**Exercise description:** Once the data has been read, return all of it precisely as written.

◆ ◆ ◆ ◆ ◆

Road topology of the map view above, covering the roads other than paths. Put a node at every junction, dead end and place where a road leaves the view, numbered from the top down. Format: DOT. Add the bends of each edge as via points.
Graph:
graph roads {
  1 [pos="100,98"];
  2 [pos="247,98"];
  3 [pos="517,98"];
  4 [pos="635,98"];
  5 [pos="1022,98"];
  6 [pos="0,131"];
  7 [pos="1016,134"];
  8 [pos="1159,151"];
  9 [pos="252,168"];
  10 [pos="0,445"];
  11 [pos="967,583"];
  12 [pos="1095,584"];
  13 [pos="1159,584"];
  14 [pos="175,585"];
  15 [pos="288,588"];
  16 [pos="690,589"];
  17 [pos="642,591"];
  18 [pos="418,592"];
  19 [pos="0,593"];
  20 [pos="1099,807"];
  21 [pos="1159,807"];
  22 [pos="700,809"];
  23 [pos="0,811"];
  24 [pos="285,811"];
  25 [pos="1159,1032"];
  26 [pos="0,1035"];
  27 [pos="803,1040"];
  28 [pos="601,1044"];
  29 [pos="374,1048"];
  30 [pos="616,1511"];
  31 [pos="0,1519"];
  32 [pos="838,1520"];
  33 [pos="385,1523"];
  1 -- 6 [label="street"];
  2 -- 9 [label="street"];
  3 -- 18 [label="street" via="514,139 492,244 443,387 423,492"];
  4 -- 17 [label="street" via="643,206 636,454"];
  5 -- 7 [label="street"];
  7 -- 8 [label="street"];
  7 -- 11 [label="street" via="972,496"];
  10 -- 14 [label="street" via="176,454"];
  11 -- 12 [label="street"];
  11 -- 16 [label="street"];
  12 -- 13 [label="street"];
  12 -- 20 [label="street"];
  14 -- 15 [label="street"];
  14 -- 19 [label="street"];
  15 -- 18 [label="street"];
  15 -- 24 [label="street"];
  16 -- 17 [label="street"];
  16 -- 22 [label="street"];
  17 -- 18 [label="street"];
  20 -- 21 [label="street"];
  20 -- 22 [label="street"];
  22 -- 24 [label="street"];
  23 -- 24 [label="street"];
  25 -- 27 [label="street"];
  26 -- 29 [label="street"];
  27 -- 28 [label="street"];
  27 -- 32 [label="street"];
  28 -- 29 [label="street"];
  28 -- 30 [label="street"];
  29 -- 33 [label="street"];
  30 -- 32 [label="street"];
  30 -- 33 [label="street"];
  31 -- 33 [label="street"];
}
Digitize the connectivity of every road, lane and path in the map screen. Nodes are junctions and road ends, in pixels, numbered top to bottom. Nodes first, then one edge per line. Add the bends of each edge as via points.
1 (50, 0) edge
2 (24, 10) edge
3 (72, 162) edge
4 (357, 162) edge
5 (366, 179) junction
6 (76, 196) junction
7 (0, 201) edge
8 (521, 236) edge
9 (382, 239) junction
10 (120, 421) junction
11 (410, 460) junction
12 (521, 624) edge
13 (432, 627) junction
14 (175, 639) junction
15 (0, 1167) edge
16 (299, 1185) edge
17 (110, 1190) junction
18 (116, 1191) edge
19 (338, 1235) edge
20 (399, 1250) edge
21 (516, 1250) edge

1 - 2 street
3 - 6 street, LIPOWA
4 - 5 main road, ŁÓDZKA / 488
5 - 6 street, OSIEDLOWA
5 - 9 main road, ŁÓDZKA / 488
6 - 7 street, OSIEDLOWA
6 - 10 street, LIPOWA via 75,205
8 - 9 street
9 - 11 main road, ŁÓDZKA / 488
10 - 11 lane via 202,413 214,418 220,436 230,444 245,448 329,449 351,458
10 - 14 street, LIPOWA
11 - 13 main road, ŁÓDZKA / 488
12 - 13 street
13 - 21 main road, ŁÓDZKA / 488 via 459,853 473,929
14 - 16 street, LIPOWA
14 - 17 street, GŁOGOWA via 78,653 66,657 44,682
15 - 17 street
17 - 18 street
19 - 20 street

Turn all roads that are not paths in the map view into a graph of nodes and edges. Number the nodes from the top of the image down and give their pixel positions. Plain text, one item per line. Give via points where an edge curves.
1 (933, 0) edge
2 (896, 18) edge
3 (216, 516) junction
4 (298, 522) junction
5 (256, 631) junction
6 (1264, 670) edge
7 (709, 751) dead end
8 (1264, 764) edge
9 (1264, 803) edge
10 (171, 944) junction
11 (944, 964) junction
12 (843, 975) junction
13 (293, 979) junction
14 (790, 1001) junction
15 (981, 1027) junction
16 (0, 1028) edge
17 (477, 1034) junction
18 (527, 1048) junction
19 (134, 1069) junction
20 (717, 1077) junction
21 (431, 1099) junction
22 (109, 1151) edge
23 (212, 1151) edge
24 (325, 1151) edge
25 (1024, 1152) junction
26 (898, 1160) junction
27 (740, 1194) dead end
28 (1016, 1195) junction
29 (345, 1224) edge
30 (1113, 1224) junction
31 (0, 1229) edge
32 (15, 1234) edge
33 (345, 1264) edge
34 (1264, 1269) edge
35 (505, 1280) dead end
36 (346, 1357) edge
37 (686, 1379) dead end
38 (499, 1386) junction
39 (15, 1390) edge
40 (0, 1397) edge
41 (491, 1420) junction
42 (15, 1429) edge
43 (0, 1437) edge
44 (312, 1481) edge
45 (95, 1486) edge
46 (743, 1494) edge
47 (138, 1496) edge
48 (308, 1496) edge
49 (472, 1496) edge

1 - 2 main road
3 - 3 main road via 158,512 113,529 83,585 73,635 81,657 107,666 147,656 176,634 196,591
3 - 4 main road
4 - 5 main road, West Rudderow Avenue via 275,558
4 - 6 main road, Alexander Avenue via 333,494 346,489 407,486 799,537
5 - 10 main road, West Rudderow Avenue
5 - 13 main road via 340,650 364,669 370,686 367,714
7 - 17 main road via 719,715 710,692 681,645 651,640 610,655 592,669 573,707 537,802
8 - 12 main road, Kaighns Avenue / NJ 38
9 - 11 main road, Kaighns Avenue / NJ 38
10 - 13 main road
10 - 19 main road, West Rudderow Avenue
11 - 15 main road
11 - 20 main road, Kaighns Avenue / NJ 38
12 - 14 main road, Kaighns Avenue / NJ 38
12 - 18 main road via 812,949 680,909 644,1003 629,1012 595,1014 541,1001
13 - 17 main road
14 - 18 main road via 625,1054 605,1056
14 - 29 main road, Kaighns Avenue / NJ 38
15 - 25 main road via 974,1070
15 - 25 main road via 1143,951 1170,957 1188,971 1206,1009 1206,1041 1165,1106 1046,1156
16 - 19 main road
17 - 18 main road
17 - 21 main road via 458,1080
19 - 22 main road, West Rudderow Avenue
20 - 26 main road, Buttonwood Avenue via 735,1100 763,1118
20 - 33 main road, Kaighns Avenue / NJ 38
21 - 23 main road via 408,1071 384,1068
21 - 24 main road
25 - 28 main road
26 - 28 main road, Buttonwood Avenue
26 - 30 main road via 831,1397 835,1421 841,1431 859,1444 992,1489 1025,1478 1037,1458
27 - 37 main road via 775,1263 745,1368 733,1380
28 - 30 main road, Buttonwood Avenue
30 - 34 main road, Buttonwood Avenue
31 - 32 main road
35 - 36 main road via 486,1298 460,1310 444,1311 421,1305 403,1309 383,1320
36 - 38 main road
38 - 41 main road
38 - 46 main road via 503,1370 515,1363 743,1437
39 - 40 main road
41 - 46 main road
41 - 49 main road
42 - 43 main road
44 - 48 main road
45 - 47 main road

◆ ◆ ◆ ◆ ◆

**Task answer:**
Road topology of the map view above, covering the roads other than paths. Put a node at every junction, dead end and place where a road leaves the view, numbered from the top down. Format: DOT. Add the bends of each edge as via points.
Graph:
graph roads {
  1 [pos="100,98"];
  2 [pos="247,98"];
  3 [pos="517,98"];
  4 [pos="635,98"];
  5 [pos="1022,98"];
  6 [pos="0,131"];
  7 [pos="1016,134"];
  8 [pos="1159,151"];
  9 [pos="252,168"];
  10 [pos="0,445"];
  11 [pos="967,583"];
  12 [pos="1095,584"];
  13 [pos="1159,584"];
  14 [pos="175,585"];
  15 [pos="288,588"];
  16 [pos="690,589"];
  17 [pos="642,591"];
  18 [pos="418,592"];
  19 [pos="0,593"];
  20 [pos="1099,807"];
  21 [pos="1159,807"];
  22 [pos="700,809"];
  23 [pos="0,811"];
  24 [pos="285,811"];
  25 [pos="1159,1032"];
  26 [pos="0,1035"];
  27 [pos="803,1040"];
  28 [pos="601,1044"];
  29 [pos="374,1048"];
  30 [pos="616,1511"];
  31 [pos="0,1519"];
  32 [pos="838,1520"];
  33 [pos="385,1523"];
  1 -- 6 [label="street"];
  2 -- 9 [label="street"];
  3 -- 18 [label="street" via="514,139 492,244 443,387 423,492"];
  4 -- 17 [label="street" via="643,206 636,454"];
  5 -- 7 [label="street"];
  7 -- 8 [label="street"];
  7 -- 11 [label="street" via="972,496"];
  10 -- 14 [label="street" via="176,454"];
  11 -- 12 [label="street"];
  11 -- 16 [label="street"];
  12 -- 13 [label="street"];
  12 -- 20 [label="street"];
  14 -- 15 [label="street"];
  14 -- 19 [label="street"];
  15 -- 18 [label="street"];
  15 -- 24 [label="street"];
  16 -- 17 [label="street"];
  16 -- 22 [label="street"];
  17 -- 18 [label="street"];
  20 -- 21 [label="street"];
  20 -- 22 [label="street"];
  22 -- 24 [label="street"];
  23 -- 24 [label="street"];
  25 -- 27 [label="street"];
  26 -- 29 [label="street"];
  27 -- 28 [label="street"];
  27 -- 32 [label="street"];
  28 -- 29 [label="street"];
  28 -- 30 [label="street"];
  29 -- 33 [label="street"];
  30 -- 32 [label="street"];
  30 -- 33 [label="street"];
  31 -- 33 [label="street"];
}
Digitize the connectivity of every road, lane and path in the map screen. Nodes are junctions and road ends, in pixels, numbered top to bottom. Nodes first, then one edge per line. Add the bends of each edge as via points.
1 (50, 0) edge
2 (24, 10) edge
3 (72, 162) edge
4 (357, 162) edge
5 (366, 179) junction
6 (76, 196) junction
7 (0, 201) edge
8 (521, 236) edge
9 (382, 239) junction
10 (120, 421) junction
11 (410, 460) junction
12 (521, 624) edge
13 (432, 627) junction
14 (175, 639) junction
15 (0, 1167) edge
16 (299, 1185) edge
17 (110, 1190) junction
18 (116, 1191) edge
19 (338, 1235) edge
20 (399, 1250) edge
21 (516, 1250) edge

1 - 2 street
3 - 6 street, LIPOWA
4 - 5 main road, ŁÓDZKA / 488
5 - 6 street, OSIEDLOWA
5 - 9 main road, ŁÓDZKA / 488
6 - 7 street, OSIEDLOWA
6 - 10 street, LIPOWA via 75,205
8 - 9 street
9 - 11 main road, ŁÓDZKA / 488
10 - 11 lane via 202,413 214,418 220,436 230,444 245,448 329,449 351,458
10 - 14 street, LIPOWA
11 - 13 main road, ŁÓDZKA / 488
12 - 13 street
13 - 21 main road, ŁÓDZKA / 488 via 459,853 473,929
14 - 16 street, LIPOWA
14 - 17 street, GŁOGOWA via 78,653 66,657 44,682
15 - 17 street
17 - 18 street
19 - 20 street

Turn all roads that are not paths in the map view into a graph of nodes and edges. Number the nodes from the top of the image down and give their pixel positions. Plain text, one item per line. Give via points where an edge curves.
1 (933, 0) edge
2 (896, 18) edge
3 (216, 516) junction
4 (298, 522) junction
5 (256, 631) junction
6 (1264, 670) edge
7 (709, 751) dead end
8 (1264, 764) edge
9 (1264, 803) edge
10 (171, 944) junction
11 (944, 964) junction
12 (843, 975) junction
13 (293, 979) junction
14 (790, 1001) junction
15 (981, 1027) junction
16 (0, 1028) edge
17 (477, 1034) junction
18 (527, 1048) junction
19 (134, 1069) junction
20 (717, 1077) junction
21 (431, 1099) junction
22 (109, 1151) edge
23 (212, 1151) edge
24 (325, 1151) edge
25 (1024, 1152) junction
26 (898, 1160) junction
27 (740, 1194) dead end
28 (1016, 1195) junction
29 (345, 1224) edge
30 (1113, 1224) junction
31 (0, 1229) edge
32 (15, 1234) edge
33 (345, 1264) edge
34 (1264, 1269) edge
35 (505, 1280) dead end
36 (346, 1357) edge
37 (686, 1379) dead end
38 (499, 1386) junction
39 (15, 1390) edge
40 (0, 1397) edge
41 (491, 1420) junction
42 (15, 1429) edge
43 (0, 1437) edge
44 (312, 1481) edge
45 (95, 1486) edge
46 (743, 1494) edge
47 (138, 1496) edge
48 (308, 1496) edge
49 (472, 1496) edge

1 - 2 main road
3 - 3 main road via 158,512 113,529 83,585 73,635 81,657 107,666 147,656 176,634 196,591
3 - 4 main road
4 - 5 main road, West Rudderow Avenue via 275,558
4 - 6 main road, Alexander Avenue via 333,494 346,489 407,486 799,537
5 - 10 main road, West Rudderow Avenue
5 - 13 main road via 340,650 364,669 370,686 367,714
7 - 17 main road via 719,715 710,692 681,645 651,640 610,655 592,669 573,707 537,802
8 - 12 main road, Kaighns Avenue / NJ 38
9 - 11 main road, Kaighns Avenue / NJ 38
10 - 13 main road
10 - 19 main road, West Rudderow Avenue
11 - 15 main road
11 - 20 main road, Kaighns Avenue / NJ 38
12 - 14 main road, Kaighns Avenue / NJ 38
12 - 18 main road via 812,949 680,909 644,1003 629,1012 595,1014 541,1001
13 - 17 main road
14 - 18 main road via 625,1054 605,1056
14 - 29 main road, Kaighns Avenue / NJ 38
15 - 25 main road via 974,1070
15 - 25 main road via 1143,951 1170,957 1188,971 1206,1009 1206,1041 1165,1106 1046,1156
16 - 19 main road
17 - 18 main road
17 - 21 main road via 458,1080
19 - 22 main road, West Rudderow Avenue
20 - 26 main road, Buttonwood Avenue via 735,1100 763,1118
20 - 33 main road, Kaighns Avenue / NJ 38
21 - 23 main road via 408,1071 384,1068
21 - 24 main road
25 - 28 main road
26 - 28 main road, Buttonwood Avenue
26 - 30 main road via 831,1397 835,1421 841,1431 859,1444 992,1489 1025,1478 1037,1458
27 - 37 main road via 775,1263 745,1368 733,1380
28 - 30 main road, Buttonwood Avenue
30 - 34 main road, Buttonwood Avenue
31 - 32 main road
35 - 36 main road via 486,1298 460,1310 444,1311 421,1305 403,1309 383,1320
36 - 38 main road
38 - 41 main road
38 - 46 main road via 503,1370 515,1363 743,1437
39 - 40 main road
41 - 46 main road
41 - 49 main road
42 - 43 main road
44 - 48 main road
45 - 47 main road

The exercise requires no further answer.